韋伯斯特感到非常詫異,他也確實被梁耀口中的大清百萬大軍給唬住了。
美利堅當權的政客們野心大歸野心大,但對自身的實力心裡還是有數的,美利堅的國力和大英存在著巨大的差距。
“因為中文非常地精練。”梁耀回道。
“尚書閣下累了,要去先去範德比爾特先生府上先休息一番,此次大清國出訪美利堅的來意,尚書閣下隻和貴國的總統麵談。”伍元華有些不耐煩地對韋伯斯特說道。
哈德遜河的兩岸分布著數十座漂亮精致的莊園,這裡是紐約州的富豪區。
紐約當地以及來自其他州的富豪們聚居在此處。
看來美利堅的有錢人喜歡住在郊區是有傳統的。
眾人乘坐華麗的馬車來到範德比爾特的新莊園。
“這是我在紐約州最大,也是最新的一處房產,為了買下這座莊園,花了我整整35萬美元。”
範德比爾特頗為自豪地向梁耀炫耀道。
他在斯塔騰島,紐約第五大道,甚至是華盛頓地區都有房產。
令梁耀感到詫異的是,範德比爾特的莊園內好像還役使著黑奴。
梁耀之所以這麼肯定這些黑人是黑奴而不是自由民,是因為這些在莊園內忙碌的黑人們背上都有作為奴隸的痕跡:鞭痕。
一個黑奴的價格不僅取決於身體的健康狀況和年齡,也取決於背上的鞭痕。
鞭痕越多代表著這個黑奴難以馴服,買主往往會壓低價格。
“北方不是已經禁止蓄奴了嗎?你的莊園裡怎麼還會有這麼多的黑奴?”
梁耀按捺不住自己的好奇心,範德比爾特擁有的黑奴,可一點也不比德州那些種植園主少。
“黑奴可是財富的象征,我是紐約最有錢的人之一,有些黑奴有什麼好奇怪的?我擁有的黑奴,和巴克豪斯,菲什他們比起來還算是比較少的了。
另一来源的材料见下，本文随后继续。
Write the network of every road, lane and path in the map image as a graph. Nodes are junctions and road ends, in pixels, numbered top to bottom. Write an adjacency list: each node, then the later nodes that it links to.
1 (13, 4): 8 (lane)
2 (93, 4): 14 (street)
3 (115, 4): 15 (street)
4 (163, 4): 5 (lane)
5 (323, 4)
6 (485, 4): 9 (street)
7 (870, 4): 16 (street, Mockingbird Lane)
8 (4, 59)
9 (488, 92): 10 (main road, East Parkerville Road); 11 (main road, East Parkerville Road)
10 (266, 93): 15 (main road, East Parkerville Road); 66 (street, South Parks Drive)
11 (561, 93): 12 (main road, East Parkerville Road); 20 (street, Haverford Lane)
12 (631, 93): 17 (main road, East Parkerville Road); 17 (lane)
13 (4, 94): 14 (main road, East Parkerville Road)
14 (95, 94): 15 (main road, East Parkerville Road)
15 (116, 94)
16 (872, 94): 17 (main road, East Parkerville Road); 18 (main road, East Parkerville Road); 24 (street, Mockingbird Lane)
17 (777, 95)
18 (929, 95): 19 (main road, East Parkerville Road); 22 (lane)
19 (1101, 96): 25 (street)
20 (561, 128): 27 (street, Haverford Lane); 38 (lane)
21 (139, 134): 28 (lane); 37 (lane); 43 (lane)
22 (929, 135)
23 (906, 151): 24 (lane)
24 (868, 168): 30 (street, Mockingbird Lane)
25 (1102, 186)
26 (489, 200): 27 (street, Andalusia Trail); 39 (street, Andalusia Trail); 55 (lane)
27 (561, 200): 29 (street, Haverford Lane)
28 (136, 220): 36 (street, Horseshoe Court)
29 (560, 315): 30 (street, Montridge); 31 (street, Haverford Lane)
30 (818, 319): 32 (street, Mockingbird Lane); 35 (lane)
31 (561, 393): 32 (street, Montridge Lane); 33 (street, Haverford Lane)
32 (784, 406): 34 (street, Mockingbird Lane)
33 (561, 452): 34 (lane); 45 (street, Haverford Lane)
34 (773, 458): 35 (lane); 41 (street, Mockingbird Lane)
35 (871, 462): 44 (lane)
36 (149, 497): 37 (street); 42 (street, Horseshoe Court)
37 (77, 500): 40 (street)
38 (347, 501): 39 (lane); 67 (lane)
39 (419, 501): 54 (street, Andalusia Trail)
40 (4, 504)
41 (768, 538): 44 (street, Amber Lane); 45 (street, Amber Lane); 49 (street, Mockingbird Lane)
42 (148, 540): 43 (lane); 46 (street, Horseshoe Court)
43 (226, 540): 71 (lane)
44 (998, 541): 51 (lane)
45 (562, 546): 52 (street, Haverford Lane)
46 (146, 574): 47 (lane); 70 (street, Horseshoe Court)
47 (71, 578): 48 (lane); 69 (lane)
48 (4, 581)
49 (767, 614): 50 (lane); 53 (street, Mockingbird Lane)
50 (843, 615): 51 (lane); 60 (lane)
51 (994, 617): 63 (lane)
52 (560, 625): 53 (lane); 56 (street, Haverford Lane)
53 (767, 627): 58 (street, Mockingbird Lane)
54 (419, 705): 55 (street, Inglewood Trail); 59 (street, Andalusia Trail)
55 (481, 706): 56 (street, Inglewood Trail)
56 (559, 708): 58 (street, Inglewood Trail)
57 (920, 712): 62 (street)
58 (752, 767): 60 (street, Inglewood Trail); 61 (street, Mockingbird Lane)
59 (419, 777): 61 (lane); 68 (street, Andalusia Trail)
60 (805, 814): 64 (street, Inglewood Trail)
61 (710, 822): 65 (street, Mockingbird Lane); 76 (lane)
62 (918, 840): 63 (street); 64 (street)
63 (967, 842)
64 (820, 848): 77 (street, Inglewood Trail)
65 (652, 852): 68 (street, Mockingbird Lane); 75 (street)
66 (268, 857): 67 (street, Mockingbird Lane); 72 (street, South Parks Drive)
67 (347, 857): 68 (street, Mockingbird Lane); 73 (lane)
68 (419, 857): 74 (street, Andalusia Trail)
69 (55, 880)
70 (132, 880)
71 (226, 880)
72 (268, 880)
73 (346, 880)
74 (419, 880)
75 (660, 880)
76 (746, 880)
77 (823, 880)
”
範德比爾特理所當然地說道。
“1850年妥協法案雖然禁止自由州蓄奴,但那是針對法案簽署之後的,自由州在法案簽署之前蓄的黑奴,政府還是承認的。
而且在華盛頓地區的黑奴市場上,隻要你有足夠的錢,還是能夠買到一些不錯的黑奴。”
“梁先生,我曾給你寫過很多封信,可你為什麼一封信都不回?”
梁耀正和範德比爾特談話時,伊麗莎白出莊園內走了出來,向梁耀興師問罪。
“伊麗莎白小姐,這件事情恐怕您得問問您的父親了。”
梁耀無奈地攤了攤手,一副很無辜的表情。
伊麗莎白寄給他的信件,他可是一封也沒收到。
“父親,這到底是怎麼回事?”伊麗莎白不解地看向範德比爾特。
“咳咳。”
範德比爾特乾咳了兩聲,壓低聲音說道。
“伊麗莎白,抱歉,你的那些信,都被我丟到海裡了......”
得知事情的真相後,伊麗莎白氣憤不已,氣呼呼地扭頭回了莊園:“父親,您太過分了!”
來到莊園內的會客廳坐定,專程從華盛頓趕來的報社社長亨利位梁耀送上了最近幾期的報紙。
這些報紙有他自己報社的報紙,也有其它報社的報紙。
“現在市場上美元和黃金的兌換比率是多少。”
梁耀隨手翻看著一份《紐約郵報》詢問亨利道。
“117:100。”
梁耀專門交代過亨利,關注近期黃金期貨市場上的黃價格,亨利對黃金的價格了然於心。
隻是亨利不明白,梁耀為什麼如此關注黃金期貨的價格,對黃金期貨情有獨鐘。
紐約的金融非常發達,比起不成熟,剛剛出現不久,不被看好的黃金期貨,還有大把的金融遊戲可以玩。
“科尼,去巴林銀行支取10萬美元,再從華爾街給我找兩個可靠、經驗豐富的經紀人來。”